En désignant officiellement ce risque comme une menace sécuritaire, le gouvernement islandais a désormais la possibilité de coordonner tous ses ministères pour préparer le pays à stocker de la nourriture, à renforcer les infrastructures, à sécuriser l’approvisionnement en énergie, et planifier des solutions de secours pour les transports.
Un danger confirmé par les scientifiques
L’inquiétude de l’Islande n’est pas une exagération. En octobre 2024, quarante-quatre spécialistes du climat venus de quinze pays ont envoyé une lettre d’alerte aux gouvernements nordiques (Lettre ouverte .pdf). Leur message était assez clair. Le risque d’effondrement de l’AMOC a été largement sous-estimé et pourrait se produire dans les prochaines décennies.

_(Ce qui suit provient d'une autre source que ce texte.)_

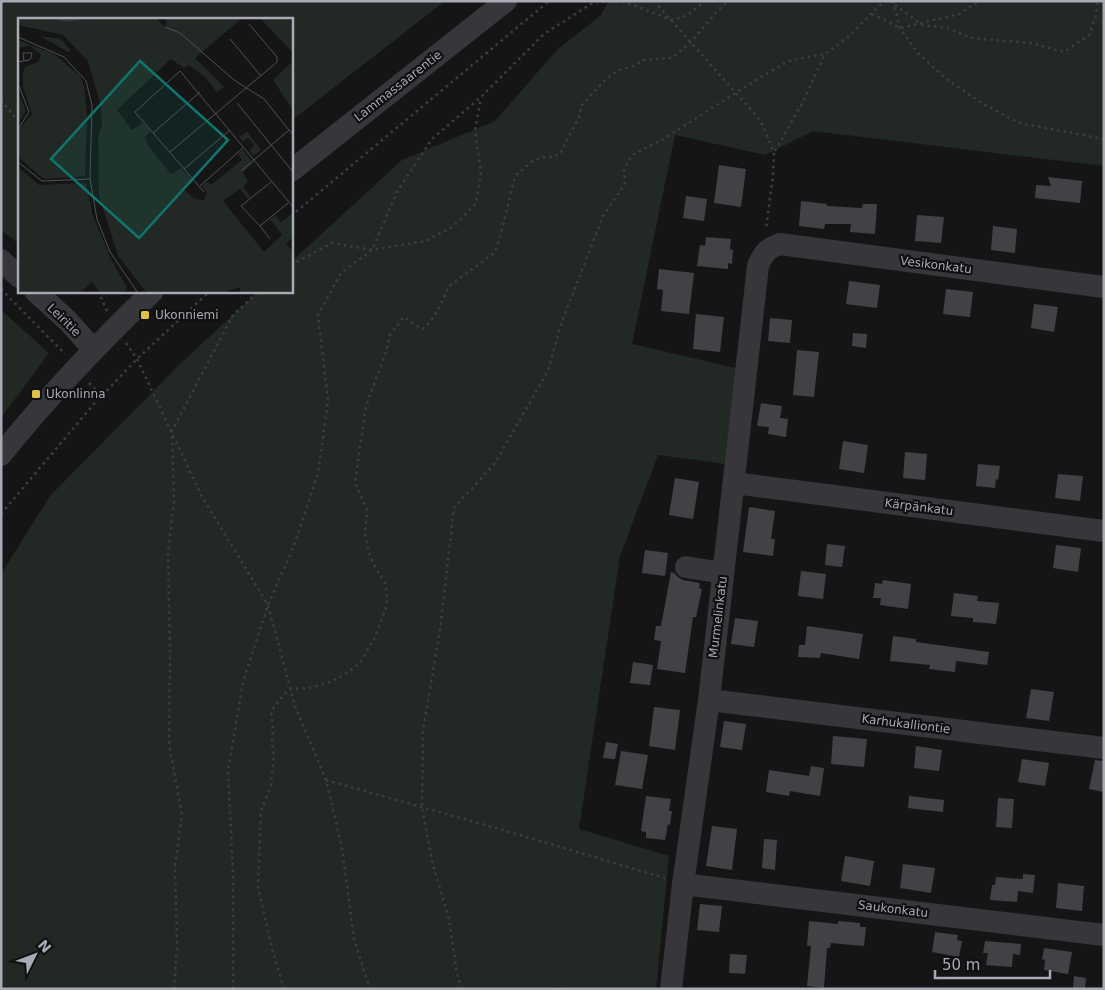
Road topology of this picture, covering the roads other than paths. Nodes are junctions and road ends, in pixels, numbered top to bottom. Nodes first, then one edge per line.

Par ailleurs, une étude du PIK révèle également qu’un effondrement de la circulation méridienne de retournement de l’Atlantique (AMOC) pourrait survenir dans un délai difficile à prévoir, entraînant des hivers glaciaux et un climat plus sec en Europe du Nord, même avec des scénarios d’émissions intermédiaires ou faibles.
Stefan Rahmstorf, océanographe à l’Institut de Potsdam en Allemagne, spécialisé dans l’étude du climat, a aussi prévenu dans une interview : « La science progresse rapidement, et le temps est compté pour agir car le point de basculement pourrait être imminent ». En clair, nous pourrions être très proches du moment où l’AMOC ne pourra plus fonctionner normalement.
Du 21 au 24 octobre 2025, soixante experts se sont réunis à Helsinki et Rovaniemi en Finlande lors de la « Semaine nordique des points de basculement » pour évaluer ce qui pourrait se passer concrètement si l’AMOC s’effondrait. Aleksi Nummelin, océanographe à l’Institut météorologique finlandais, a souligné un problème majeur lors d’une présentation à l’Université d’Helsinki : « Il existe de nombreuses recherches sur la probabilité de survenue d’événements spécifiques, mais il y a beaucoup moins d’informations concernant les conséquences sociétales réelles ». Autrement dit, on sait que le danger existe, mais on ne sait pas encore précisément comment s’y préparer.
Les autres pays commencent à réagir
L’Islande n’est pas seule à s’inquiéter. L’Irlande a déjà été informée de la situation au plus haut niveau gouvernemental, et le sujet a été abordé devant le Parlement le mois dernier, selon Iceland Review. La Norvège étudie actuellement la question avant de décider si elle doit également classer l’AMOC comme menace sécuritaire. Le Royaume-Uni, de son côté, investit plus de 81 millions de livres sterling dans des recherches pour mieux comprendre quand ces bouleversements climatiques pourraient se produire.
Si l’effondrement de l’AMOC frapperait surtout l’Europe du Nord avec des hivers beaucoup plus rigoureux, les répercussions toucheraient la planète entière. Les pluies dont dépendent des millions d’agriculteurs en Afrique, en Inde et en Amérique du Sud seraient perturbées, d’après la lettre des climatologues. L’Antarctique fondrait plus rapidement, et les côtes est des États-Unis verraient le niveau de la mer grimper d’un mètre supplémentaire, selon Stefan Rahmstorf.
Le 6 novembre 2025, lors de la conférence climatique COP30 au Brésil, des scientifiques de plus de trente universités ont publié un rapport alarmant sur l’état des glaces de la planète. Ils y révèlent que la glace de mer (Arctique et Antarctique combinés) a atteint son niveau le plus bas jamais mesuré le 7 février 2025, selon les satellites japonais JAXA qui surveillent les pôles.
Pour les gouvernements nordiques qui commencent à coordonner leurs réponses, la question n’est plus de savoir si l’AMOC va basculer, mais quand et s’ils auront agi suffisamment tôt pour protéger leurs populations des conséquences.